What to work on: Search for the word "Avenida" in the entries. Each line that holds it should be copied.

Items from a dataset
★ ★ ★ ★ ★

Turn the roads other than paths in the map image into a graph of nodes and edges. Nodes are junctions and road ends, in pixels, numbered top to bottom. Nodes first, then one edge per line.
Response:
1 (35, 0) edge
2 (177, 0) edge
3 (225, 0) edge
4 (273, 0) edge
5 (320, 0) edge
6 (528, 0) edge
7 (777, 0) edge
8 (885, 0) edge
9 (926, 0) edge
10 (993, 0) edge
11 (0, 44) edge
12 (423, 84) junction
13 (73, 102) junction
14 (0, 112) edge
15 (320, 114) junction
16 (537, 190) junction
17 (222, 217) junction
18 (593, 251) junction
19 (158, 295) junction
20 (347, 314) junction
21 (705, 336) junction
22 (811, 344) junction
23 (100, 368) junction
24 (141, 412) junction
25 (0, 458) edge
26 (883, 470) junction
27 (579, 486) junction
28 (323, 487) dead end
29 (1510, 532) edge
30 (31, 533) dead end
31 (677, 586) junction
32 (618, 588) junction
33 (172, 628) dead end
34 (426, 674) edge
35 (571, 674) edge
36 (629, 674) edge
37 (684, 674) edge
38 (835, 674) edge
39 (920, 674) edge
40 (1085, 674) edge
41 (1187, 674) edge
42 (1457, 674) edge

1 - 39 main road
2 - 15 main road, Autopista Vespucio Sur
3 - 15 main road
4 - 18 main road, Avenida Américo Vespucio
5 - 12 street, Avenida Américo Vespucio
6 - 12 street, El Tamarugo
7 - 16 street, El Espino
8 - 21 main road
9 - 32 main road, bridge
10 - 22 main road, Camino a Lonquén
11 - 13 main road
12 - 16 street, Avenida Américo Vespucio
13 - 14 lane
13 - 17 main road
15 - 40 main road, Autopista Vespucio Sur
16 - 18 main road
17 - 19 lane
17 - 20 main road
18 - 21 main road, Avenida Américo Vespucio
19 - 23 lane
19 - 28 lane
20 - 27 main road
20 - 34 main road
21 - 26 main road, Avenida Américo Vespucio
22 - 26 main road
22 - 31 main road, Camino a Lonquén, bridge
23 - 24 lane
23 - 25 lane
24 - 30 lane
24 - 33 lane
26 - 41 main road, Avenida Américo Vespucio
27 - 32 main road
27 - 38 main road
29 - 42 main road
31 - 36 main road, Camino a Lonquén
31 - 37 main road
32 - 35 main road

★ ★ ★ ★ ★

Final answer:
4 - 18 main road, Avenida Américo Vespucio
5 - 12 street, Avenida Américo Vespucio
12 - 16 street, Avenida Américo Vespucio
18 - 21 main road, Avenida Américo Vespucio
21 - 26 main road, Avenida Américo Vespucio
26 - 41 main road, Avenida Américo Vespucio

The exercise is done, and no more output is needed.